Task prompt: Show every line from the entries that follow which holds the word "river".

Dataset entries
• • • •

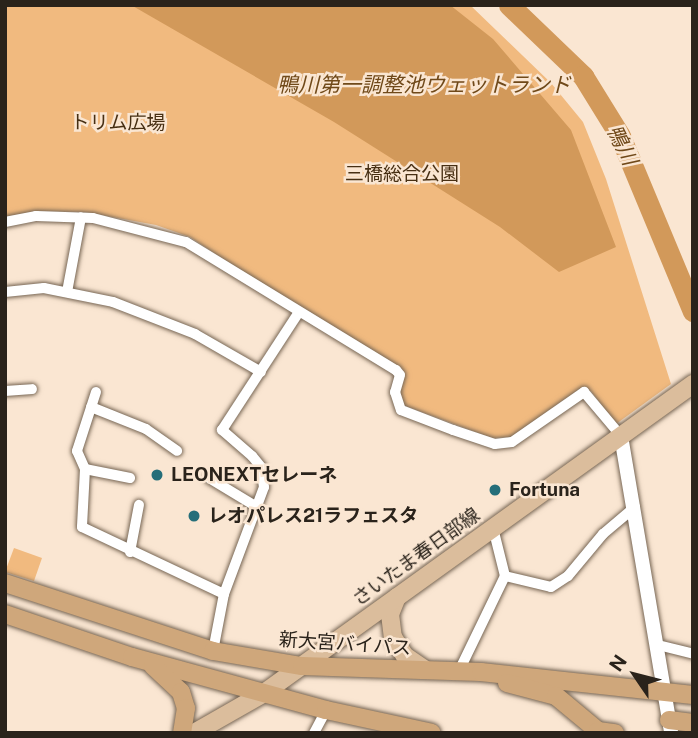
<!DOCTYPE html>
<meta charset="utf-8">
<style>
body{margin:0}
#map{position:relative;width:698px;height:738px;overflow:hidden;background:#fae6d2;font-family:"Public Sans","Noto Sans JP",sans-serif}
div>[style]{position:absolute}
.green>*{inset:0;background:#f1ba7f}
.water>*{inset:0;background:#d2995a}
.river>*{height:21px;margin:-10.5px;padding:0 10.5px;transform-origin:10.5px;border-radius:10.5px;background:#d2995a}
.roads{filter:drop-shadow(0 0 2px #776654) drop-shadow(0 0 2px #776654)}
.minor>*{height:10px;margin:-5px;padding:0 5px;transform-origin:5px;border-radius:5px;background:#fff}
.tertiary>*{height:14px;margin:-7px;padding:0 7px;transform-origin:7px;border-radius:7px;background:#fff}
.primary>*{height:18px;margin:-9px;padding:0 9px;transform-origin:9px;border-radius:9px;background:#dbbd9c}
.trunk>*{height:18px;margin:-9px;padding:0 9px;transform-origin:9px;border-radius:9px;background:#cfa77b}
.dots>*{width:19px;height:19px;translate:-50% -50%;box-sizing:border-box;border:4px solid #fae6d2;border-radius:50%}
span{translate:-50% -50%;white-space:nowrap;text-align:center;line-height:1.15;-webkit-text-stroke:5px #fae6d2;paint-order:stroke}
.park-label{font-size:19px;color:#472f13}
.poi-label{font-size:19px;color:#2a231b;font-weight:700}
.left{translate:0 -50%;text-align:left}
.street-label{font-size:19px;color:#2a231b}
.water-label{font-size:21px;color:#704919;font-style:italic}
.frame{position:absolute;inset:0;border:7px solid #2a231b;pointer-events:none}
.north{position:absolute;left:600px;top:640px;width:70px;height:70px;-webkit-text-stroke:5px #fae6d2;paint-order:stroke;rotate:305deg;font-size:19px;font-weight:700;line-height:28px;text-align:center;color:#2a231b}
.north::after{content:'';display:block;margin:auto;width:24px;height:32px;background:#2a231b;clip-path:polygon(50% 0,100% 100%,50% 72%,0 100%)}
</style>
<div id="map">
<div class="green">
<i style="clip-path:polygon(5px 5px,470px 5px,551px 83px,583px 122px,606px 179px,671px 384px,616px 424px,591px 391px,579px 389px,511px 437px,492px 438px,403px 405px,398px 393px,403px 378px,190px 237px,156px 225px,85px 212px,37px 211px,5px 217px)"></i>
<i style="clip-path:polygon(14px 548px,42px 558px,34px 581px,5px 572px)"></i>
</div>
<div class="water">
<i style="clip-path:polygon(131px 5px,450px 5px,493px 39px,571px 130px,616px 247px,559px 272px,500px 227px,334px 122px)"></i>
</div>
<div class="river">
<i style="left:509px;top:5px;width:103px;rotate:43.8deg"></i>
<i style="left:583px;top:76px;width:70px;rotate:58.3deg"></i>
<i style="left:620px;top:136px;width:190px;rotate:67.4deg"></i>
</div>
<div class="roads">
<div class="minor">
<i style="left:5px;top:222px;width:32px;rotate:-11deg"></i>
<i style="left:36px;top:216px;width:57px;rotate:2deg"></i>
<i style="left:93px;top:218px;width:96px;rotate:14.5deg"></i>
<i style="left:186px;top:242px;width:246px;rotate:31.4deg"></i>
<i style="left:396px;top:370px;width:6px;rotate:51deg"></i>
<i style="left:400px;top:375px;width:18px;rotate:106deg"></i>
<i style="left:395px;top:392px;width:19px;rotate:72deg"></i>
<i style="left:401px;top:410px;width:56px;rotate:21deg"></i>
<i style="left:453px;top:430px;width:44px;rotate:18.4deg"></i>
<i style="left:495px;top:444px;width:17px;rotate:-7deg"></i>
<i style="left:512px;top:442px;width:88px;rotate:-34.8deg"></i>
<i style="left:584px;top:392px;width:57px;rotate:49.9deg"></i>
<i style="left:5px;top:292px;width:39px;rotate:-6deg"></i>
<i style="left:44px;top:288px;width:70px;rotate:11.5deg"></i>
<i style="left:113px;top:302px;width:88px;rotate:21.3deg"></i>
<i style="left:195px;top:334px;width:76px;rotate:29.9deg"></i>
<i style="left:67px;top:292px;width:76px;rotate:-79.4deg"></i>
<i style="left:5px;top:391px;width:27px;rotate:-4deg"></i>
<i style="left:96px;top:392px;width:62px;rotate:107.9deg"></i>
<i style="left:77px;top:451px;width:20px;rotate:66deg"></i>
<i style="left:85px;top:469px;width:58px;rotate:93deg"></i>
<i style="left:82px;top:527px;width:157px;rotate:25.3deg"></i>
<i style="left:91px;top:407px;width:59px;rotate:21.8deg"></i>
<i style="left:146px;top:429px;width:38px;rotate:35deg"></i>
<i style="left:85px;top:469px;width:46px;rotate:11.3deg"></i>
<i style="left:209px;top:478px;width:56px;rotate:31.1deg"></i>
<i style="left:130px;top:552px;width:48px;rotate:-79.2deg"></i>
<i style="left:505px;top:576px;width:47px;rotate:13.4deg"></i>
<i style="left:551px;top:587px;width:20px;rotate:-33deg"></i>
<i style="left:568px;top:576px;width:55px;rotate:-50.2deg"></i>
<i style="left:603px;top:534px;width:42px;rotate:-40.2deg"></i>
<i style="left:658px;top:645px;width:36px;rotate:14deg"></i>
<i style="left:213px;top:651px;width:58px;rotate:-79.1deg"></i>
<i style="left:224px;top:594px;width:114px;rotate:-69.5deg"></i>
<i style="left:264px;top:487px;width:20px;rotate:-99deg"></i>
<i style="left:261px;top:467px;width:14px;rotate:-129deg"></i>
<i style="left:252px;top:456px;width:40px;rotate:-139deg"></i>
<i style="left:222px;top:430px;width:141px;rotate:-56.9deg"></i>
<i style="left:459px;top:671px;width:106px;rotate:-64.2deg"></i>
<i style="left:505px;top:576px;width:49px;rotate:-104deg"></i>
<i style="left:314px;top:733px;width:26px;rotate:-62deg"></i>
</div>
<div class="tertiary">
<i style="left:621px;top:436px;width:301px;rotate:80.4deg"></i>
</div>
<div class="primary">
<i style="left:397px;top:597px;width:18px;rotate:112deg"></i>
<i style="left:390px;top:614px;width:23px;rotate:83deg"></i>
<i style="left:393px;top:637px;width:22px;rotate:58deg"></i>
<i style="left:405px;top:656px;width:23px;rotate:34deg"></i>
<i style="left:194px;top:733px;width:81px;rotate:-29.7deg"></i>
<i style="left:264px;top:693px;width:529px;rotate:-35.76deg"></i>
</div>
<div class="trunk">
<i style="left:5px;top:583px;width:219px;rotate:18.1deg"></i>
<i style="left:213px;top:651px;width:90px;rotate:9.6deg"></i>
<i style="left:302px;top:666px;width:179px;rotate:1.9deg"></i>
<i style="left:481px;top:672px;width:213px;rotate:6.2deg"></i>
<i style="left:5px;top:614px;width:134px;rotate:18.7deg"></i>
<i style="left:132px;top:657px;width:201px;rotate:15.3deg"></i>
<i style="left:326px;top:710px;width:108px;rotate:12.2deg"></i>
<i style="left:153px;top:666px;width:38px;rotate:43deg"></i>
<i style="left:181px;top:692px;width:17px;rotate:73deg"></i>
<i style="left:186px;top:708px;width:25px;rotate:99deg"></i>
<i style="left:507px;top:683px;width:51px;rotate:14.9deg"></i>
<i style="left:556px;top:696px;width:55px;rotate:39.8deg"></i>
<i style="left:598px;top:731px;width:17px;rotate:7deg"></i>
<i style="left:669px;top:720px;width:24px;rotate:7deg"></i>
</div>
</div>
<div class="dots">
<i style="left:157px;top:475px;background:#256e79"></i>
<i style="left:495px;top:490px;background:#256e79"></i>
<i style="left:194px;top:516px;background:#256e79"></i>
</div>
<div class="park-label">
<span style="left:118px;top:123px">トリム広場</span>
<span style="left:402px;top:174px">三橋総合公園</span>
</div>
<div class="poi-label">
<span class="left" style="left:171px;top:475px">LEONEXTセレーネ</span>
<span class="left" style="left:509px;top:490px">Fortuna</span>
<span class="left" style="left:208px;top:516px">レオパレス21ラフェスタ</span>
</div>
<div class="street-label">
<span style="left:416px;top:557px;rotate:-36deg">さいたま春日部線</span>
<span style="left:345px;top:644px;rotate:4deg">新大宮バイパス</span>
</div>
<div class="water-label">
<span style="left:424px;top:85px">鴨川第一調整池ウェットランド</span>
<span style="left:622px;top:145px;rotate:64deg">鴨川</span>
</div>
<div class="frame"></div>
<div class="north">N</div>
</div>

• • • •

Written solution:
.river>*{height:21px;margin:-10.5px;padding:0 10.5px;transform-origin:10.5px;border-radius:10.5px;background:#d2995a}
<div class="river">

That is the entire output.